Maarten's Sense of Data

This blog is created in order to stimulate discussion and the exchange of ideas about all sorts of subjects related to the fascinating world of data. I would like to use the blog for organizing my own thoughts and ideas, and for inviting other people who share an interest in the intriguing world of data to react on the postings. So please feel free to react and contribute! Disclaimer: This blog represents my own personal views, and not those of my employer or any third party.

Friday, September 29, 2006

EDA: are you polling for states or are you interrupted by events?

At NS, we are preparing our organization for Event Driven Architecture, or EDA. There’s a growing interest for this subject in the literature, but there still are some remaining discussions. One of them is about what it is that we should be interested in, having adopted EDA as a main approach to our design of and thinking about information processes and the automated systems meant to support them.

EDA: are you polling for states or are you interrupted by events?

There seems to exist an obscurity in the realm of Event Driven Architecture, or EDA. What are the building blocks of EDA? What should we be interested in, if we enter this event driven world? Are they states in our environment or are they things called ‘events’? Or are these two terms referring to the same thing?

It has been common practice for a long time to let states be the things that drive systems to act or react. People and other systems are oftentimes perceived to be reacting to states in their environment, once noticed, of course.
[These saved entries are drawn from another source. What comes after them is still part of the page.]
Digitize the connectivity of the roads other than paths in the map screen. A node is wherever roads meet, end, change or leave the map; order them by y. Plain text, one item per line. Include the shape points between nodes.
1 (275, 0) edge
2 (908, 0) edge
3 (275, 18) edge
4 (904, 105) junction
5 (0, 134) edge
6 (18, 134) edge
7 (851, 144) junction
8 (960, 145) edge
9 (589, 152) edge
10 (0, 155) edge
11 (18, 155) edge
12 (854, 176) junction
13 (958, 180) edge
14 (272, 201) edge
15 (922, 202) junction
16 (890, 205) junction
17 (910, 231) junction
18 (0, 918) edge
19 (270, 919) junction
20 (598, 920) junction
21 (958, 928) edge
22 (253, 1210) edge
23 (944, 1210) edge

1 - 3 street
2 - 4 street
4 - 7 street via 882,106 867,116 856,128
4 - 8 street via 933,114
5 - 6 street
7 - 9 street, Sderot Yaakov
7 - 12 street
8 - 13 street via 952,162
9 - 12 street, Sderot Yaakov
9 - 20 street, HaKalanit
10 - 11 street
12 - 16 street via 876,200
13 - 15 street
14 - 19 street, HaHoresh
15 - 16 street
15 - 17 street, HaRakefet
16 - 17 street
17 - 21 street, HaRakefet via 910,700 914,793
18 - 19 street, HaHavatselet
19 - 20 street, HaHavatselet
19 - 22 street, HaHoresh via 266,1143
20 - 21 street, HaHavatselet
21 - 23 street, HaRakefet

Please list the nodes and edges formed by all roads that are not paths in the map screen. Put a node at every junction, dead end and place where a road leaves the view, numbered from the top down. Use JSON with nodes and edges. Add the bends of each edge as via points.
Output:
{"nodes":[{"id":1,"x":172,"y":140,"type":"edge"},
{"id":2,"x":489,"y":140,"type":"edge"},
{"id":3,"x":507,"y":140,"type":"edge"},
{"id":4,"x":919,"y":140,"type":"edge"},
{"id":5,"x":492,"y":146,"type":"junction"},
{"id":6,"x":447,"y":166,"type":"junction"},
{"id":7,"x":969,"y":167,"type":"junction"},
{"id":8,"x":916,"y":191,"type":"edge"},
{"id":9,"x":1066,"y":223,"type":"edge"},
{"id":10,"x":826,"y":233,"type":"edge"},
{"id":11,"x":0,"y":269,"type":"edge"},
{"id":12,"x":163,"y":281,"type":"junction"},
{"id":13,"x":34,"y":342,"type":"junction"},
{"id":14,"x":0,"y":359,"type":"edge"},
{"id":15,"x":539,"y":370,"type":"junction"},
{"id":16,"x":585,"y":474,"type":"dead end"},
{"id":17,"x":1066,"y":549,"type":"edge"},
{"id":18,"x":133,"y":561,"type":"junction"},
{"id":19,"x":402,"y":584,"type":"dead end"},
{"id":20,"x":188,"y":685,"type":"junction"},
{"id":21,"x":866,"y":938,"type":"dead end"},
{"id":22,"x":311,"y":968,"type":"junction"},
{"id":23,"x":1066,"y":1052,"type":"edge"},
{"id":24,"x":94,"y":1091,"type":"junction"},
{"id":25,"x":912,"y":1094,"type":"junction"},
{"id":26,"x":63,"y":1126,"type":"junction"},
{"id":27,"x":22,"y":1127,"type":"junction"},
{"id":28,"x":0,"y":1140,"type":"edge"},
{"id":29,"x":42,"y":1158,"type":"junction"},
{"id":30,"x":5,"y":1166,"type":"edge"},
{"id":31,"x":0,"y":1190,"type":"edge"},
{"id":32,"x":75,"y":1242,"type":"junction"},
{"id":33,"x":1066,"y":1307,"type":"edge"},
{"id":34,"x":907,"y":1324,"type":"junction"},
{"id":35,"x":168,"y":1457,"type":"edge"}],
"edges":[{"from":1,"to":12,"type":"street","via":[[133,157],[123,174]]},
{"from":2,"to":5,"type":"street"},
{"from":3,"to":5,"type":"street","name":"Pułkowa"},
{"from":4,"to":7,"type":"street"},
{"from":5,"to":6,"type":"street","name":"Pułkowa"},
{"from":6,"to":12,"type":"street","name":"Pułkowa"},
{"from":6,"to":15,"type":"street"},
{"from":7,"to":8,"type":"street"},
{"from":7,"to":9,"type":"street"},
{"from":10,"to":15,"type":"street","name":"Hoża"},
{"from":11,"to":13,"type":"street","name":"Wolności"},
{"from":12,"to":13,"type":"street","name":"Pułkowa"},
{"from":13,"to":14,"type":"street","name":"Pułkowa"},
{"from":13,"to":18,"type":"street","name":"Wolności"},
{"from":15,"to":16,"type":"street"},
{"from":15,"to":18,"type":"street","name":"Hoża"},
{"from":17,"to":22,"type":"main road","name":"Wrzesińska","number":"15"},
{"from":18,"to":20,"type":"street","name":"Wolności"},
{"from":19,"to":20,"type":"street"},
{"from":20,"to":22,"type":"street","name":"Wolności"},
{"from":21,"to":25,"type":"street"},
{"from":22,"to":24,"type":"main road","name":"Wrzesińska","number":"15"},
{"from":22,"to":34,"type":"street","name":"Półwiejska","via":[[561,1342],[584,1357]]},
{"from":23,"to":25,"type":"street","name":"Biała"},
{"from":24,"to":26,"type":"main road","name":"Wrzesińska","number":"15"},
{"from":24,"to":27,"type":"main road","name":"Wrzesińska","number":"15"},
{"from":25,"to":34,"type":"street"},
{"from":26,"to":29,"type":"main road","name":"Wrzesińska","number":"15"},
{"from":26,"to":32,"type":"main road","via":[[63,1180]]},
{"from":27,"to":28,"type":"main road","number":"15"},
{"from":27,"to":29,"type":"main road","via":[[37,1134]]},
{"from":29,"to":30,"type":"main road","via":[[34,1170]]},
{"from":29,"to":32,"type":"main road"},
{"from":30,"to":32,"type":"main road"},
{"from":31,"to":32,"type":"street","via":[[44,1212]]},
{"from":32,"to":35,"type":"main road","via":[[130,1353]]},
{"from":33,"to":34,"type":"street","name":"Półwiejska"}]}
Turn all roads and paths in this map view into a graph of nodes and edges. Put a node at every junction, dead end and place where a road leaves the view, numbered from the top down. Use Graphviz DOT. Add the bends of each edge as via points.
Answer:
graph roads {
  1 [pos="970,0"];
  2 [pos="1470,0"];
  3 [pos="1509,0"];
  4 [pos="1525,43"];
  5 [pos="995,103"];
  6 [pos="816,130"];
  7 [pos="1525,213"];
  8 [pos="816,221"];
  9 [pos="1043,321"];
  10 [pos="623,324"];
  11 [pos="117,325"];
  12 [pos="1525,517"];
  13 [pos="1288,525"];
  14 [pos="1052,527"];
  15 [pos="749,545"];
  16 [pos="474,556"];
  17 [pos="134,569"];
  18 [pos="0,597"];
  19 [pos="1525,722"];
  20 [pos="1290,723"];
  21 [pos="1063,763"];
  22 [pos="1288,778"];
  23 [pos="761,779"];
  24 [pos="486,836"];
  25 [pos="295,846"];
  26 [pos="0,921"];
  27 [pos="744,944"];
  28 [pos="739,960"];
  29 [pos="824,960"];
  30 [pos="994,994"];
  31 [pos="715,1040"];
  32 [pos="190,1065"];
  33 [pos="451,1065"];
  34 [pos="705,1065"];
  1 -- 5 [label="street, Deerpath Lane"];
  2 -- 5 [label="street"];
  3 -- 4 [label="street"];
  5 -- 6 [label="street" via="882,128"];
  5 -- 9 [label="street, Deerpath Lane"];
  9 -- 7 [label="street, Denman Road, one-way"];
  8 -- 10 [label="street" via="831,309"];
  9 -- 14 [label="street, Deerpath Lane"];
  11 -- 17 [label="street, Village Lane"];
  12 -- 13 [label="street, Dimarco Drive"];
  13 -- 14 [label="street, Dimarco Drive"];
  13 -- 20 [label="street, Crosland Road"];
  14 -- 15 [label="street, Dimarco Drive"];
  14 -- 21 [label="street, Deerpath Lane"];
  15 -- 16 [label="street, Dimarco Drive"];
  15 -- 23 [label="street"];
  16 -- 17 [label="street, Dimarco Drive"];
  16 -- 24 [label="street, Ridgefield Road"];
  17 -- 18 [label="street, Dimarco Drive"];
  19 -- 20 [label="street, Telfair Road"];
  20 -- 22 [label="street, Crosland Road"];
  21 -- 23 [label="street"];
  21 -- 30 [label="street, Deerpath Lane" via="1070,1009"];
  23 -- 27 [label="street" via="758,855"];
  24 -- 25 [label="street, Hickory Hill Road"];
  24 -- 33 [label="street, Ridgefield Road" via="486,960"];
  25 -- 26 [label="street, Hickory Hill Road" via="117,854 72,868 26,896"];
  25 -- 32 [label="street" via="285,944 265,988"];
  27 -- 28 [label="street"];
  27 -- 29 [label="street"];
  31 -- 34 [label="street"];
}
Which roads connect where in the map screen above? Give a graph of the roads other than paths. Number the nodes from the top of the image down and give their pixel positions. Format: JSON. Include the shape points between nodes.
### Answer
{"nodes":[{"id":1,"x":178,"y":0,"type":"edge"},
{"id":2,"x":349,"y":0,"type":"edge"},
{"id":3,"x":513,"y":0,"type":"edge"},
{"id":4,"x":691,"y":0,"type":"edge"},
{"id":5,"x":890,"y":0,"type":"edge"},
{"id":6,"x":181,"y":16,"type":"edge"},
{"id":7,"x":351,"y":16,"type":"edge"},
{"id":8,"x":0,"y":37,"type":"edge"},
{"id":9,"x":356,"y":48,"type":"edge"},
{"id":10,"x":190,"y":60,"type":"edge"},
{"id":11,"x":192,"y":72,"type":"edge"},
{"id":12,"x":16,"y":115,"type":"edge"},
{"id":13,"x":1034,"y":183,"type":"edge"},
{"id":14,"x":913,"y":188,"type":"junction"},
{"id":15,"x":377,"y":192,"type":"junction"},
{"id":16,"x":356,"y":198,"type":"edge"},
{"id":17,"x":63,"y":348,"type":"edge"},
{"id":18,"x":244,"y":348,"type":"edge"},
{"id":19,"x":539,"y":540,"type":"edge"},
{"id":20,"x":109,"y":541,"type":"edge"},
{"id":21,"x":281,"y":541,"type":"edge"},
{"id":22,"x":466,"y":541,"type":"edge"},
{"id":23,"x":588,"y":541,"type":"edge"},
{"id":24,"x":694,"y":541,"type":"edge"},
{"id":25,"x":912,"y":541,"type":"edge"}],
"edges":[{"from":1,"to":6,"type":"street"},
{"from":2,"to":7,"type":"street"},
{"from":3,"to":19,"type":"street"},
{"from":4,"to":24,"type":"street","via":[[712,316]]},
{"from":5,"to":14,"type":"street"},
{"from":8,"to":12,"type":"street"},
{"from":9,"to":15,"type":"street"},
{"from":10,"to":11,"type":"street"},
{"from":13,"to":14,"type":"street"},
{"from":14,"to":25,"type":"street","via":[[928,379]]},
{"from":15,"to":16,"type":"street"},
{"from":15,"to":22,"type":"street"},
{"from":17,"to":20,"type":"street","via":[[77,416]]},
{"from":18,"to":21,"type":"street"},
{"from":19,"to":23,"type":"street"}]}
If the traffic light is green (which is a state), you drive, right? And if you notice that a customer has ordered something (yet another state), you deliver. States inform you about appropriate actions to perform.

But there’s a drawback to the use of these states. Though states can tell you what to do, they don’t tell you when to react. Are other drivers blowing their horns because the traffic light has been green for a while before you accelerate? Did your customer turn to your competitor because you didn’t react quickly enough to her order?

If interpreted appropriately, events imply conditions in the environment as well as these states do. But events offer a bit more than just states. They include information about timeliness as well. It shouldn’t be your perception of a state in your environment that you react to or act upon. You should be reacting to perceived events. That’s what EDA is about, IMHO. You needn’t be polling your environment for states of interest to you. Instead, you should let yourself be interrupted by events in your environment.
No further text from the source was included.